*** Block opens ***

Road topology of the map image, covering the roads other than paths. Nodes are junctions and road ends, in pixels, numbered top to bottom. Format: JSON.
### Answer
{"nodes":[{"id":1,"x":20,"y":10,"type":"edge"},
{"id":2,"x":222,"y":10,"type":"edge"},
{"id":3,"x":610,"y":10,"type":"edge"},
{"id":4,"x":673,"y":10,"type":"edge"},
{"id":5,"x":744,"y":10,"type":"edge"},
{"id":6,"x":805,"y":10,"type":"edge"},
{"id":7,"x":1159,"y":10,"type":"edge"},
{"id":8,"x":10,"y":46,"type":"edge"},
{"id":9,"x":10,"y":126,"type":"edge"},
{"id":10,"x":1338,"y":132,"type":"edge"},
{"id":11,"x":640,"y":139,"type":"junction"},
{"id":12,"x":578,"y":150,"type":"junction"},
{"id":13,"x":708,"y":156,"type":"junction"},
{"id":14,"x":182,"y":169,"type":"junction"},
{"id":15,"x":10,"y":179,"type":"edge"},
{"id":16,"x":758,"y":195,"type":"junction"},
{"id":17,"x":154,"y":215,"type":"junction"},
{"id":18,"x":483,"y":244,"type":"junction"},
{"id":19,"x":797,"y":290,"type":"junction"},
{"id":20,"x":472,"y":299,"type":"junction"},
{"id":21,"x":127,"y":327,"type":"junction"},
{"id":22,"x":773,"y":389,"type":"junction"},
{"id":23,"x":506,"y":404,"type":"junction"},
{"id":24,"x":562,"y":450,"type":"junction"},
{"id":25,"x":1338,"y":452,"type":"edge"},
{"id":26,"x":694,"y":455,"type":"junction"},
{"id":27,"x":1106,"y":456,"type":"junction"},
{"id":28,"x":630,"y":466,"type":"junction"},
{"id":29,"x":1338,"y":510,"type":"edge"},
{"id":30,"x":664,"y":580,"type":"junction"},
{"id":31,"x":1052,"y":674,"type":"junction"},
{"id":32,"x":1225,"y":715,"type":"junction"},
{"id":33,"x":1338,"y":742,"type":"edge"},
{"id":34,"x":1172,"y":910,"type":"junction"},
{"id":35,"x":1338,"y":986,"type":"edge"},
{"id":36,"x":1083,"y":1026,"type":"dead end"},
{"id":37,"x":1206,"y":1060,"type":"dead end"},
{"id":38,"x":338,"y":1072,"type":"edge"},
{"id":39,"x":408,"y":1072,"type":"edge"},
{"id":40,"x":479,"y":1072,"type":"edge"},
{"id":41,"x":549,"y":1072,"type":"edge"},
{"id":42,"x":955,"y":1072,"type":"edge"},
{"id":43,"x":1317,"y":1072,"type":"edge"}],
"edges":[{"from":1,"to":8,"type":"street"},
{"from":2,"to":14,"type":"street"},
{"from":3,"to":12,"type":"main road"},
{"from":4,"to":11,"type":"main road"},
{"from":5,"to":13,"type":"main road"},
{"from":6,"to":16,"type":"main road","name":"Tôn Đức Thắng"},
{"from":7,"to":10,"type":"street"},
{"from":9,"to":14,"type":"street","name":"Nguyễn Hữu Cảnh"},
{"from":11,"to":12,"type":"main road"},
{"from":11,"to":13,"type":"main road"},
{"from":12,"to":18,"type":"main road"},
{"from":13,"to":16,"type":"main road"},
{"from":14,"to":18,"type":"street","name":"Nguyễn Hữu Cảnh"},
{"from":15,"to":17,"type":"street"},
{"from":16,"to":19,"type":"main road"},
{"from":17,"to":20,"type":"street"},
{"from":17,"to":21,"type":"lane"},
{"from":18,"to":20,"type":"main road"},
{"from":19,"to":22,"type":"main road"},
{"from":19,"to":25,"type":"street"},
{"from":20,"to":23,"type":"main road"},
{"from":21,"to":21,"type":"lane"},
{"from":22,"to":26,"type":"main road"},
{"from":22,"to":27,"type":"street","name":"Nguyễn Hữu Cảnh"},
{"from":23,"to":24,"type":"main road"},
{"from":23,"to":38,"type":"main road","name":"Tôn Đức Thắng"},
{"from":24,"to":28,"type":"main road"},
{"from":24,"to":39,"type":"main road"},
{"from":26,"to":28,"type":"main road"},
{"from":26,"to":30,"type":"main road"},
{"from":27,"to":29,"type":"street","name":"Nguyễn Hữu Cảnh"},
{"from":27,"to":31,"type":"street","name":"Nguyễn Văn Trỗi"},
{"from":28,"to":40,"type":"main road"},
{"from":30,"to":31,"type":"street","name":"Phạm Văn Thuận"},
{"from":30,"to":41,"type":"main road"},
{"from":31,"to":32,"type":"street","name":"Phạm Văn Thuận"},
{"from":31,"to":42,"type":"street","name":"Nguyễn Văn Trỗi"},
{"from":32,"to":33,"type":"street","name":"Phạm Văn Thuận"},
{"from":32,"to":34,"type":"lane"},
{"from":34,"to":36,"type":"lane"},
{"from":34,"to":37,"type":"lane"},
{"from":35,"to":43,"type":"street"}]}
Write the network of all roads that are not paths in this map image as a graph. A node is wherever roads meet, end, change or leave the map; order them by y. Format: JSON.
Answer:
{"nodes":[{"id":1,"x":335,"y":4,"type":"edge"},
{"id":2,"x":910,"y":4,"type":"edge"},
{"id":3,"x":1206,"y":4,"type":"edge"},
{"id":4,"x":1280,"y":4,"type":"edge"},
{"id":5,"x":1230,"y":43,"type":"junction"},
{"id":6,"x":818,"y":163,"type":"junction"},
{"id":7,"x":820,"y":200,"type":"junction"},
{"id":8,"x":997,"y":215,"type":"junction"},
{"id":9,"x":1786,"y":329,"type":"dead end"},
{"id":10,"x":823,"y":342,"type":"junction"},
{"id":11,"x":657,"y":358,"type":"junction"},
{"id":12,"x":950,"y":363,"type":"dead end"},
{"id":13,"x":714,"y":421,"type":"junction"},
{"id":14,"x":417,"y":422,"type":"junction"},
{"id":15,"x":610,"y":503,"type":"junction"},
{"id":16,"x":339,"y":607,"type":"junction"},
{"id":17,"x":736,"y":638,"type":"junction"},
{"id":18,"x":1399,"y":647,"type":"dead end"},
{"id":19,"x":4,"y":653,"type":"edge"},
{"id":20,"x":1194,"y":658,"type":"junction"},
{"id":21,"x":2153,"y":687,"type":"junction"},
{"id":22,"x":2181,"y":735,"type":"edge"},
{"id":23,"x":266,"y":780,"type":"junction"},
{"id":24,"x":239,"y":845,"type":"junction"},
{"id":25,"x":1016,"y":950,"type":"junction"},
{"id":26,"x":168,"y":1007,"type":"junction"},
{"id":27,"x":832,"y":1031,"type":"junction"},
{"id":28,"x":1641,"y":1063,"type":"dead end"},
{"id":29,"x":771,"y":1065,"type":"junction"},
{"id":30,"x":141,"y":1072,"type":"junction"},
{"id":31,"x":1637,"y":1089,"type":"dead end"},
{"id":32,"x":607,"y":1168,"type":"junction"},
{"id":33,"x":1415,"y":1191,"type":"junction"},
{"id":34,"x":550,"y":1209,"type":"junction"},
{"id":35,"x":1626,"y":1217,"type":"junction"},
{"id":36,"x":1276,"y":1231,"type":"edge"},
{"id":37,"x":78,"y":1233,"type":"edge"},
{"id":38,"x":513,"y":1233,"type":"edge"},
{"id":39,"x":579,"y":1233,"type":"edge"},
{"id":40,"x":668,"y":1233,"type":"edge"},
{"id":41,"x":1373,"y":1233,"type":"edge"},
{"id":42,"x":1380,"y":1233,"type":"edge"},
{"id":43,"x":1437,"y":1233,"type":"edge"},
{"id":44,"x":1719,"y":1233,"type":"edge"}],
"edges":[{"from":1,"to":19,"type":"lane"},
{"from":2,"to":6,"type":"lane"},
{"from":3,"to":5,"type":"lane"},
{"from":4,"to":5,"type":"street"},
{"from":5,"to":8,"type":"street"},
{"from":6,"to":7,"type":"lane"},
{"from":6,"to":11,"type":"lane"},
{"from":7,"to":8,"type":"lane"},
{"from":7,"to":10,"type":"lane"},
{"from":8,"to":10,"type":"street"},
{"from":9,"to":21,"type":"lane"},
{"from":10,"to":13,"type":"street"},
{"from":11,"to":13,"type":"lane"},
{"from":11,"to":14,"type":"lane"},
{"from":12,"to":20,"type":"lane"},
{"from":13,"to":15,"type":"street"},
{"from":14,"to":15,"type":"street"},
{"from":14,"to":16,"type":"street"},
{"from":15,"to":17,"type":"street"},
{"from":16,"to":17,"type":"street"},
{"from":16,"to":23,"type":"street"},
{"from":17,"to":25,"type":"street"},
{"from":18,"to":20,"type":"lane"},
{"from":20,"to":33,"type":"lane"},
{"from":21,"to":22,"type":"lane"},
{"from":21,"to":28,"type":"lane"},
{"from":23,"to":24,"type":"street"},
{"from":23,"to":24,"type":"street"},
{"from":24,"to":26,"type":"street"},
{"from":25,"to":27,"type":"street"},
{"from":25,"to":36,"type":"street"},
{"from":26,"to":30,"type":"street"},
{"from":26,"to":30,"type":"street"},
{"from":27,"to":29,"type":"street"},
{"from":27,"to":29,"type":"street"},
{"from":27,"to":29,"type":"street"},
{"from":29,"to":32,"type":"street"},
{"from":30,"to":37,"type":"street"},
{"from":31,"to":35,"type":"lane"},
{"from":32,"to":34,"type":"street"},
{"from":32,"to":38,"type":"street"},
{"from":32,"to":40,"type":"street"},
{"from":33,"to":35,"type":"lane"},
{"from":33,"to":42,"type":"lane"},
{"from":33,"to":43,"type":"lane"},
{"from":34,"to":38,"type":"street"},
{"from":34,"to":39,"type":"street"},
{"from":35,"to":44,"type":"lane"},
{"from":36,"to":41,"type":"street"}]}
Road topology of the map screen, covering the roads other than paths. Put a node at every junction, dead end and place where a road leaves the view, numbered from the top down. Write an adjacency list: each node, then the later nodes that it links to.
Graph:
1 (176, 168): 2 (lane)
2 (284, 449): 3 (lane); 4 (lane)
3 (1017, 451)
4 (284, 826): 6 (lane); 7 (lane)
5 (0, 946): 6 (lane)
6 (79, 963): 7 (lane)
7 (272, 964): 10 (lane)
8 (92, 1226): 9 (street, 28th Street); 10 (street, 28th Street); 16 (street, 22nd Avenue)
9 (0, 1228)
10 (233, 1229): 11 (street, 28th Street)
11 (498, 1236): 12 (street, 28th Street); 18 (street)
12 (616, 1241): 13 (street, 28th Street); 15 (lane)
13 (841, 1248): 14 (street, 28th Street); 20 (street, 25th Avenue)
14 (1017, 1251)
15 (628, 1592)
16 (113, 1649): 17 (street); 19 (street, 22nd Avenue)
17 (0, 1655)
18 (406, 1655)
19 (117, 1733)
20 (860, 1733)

*** Block closes ***

* **Exercise details**:
If a line in the entries contains the word "than", copy that line out.

* **Output below**:
Road topology of the map image, covering the roads other than paths. Nodes are junctions and road ends, in pixels, numbered top to bottom. Format: JSON.
Road topology of the map screen, covering the roads other than paths. Put a node at every junction, dead end and place where a road leaves the view, numbered from the top down. Write an adjacency list: each node, then the later nodes that it links to.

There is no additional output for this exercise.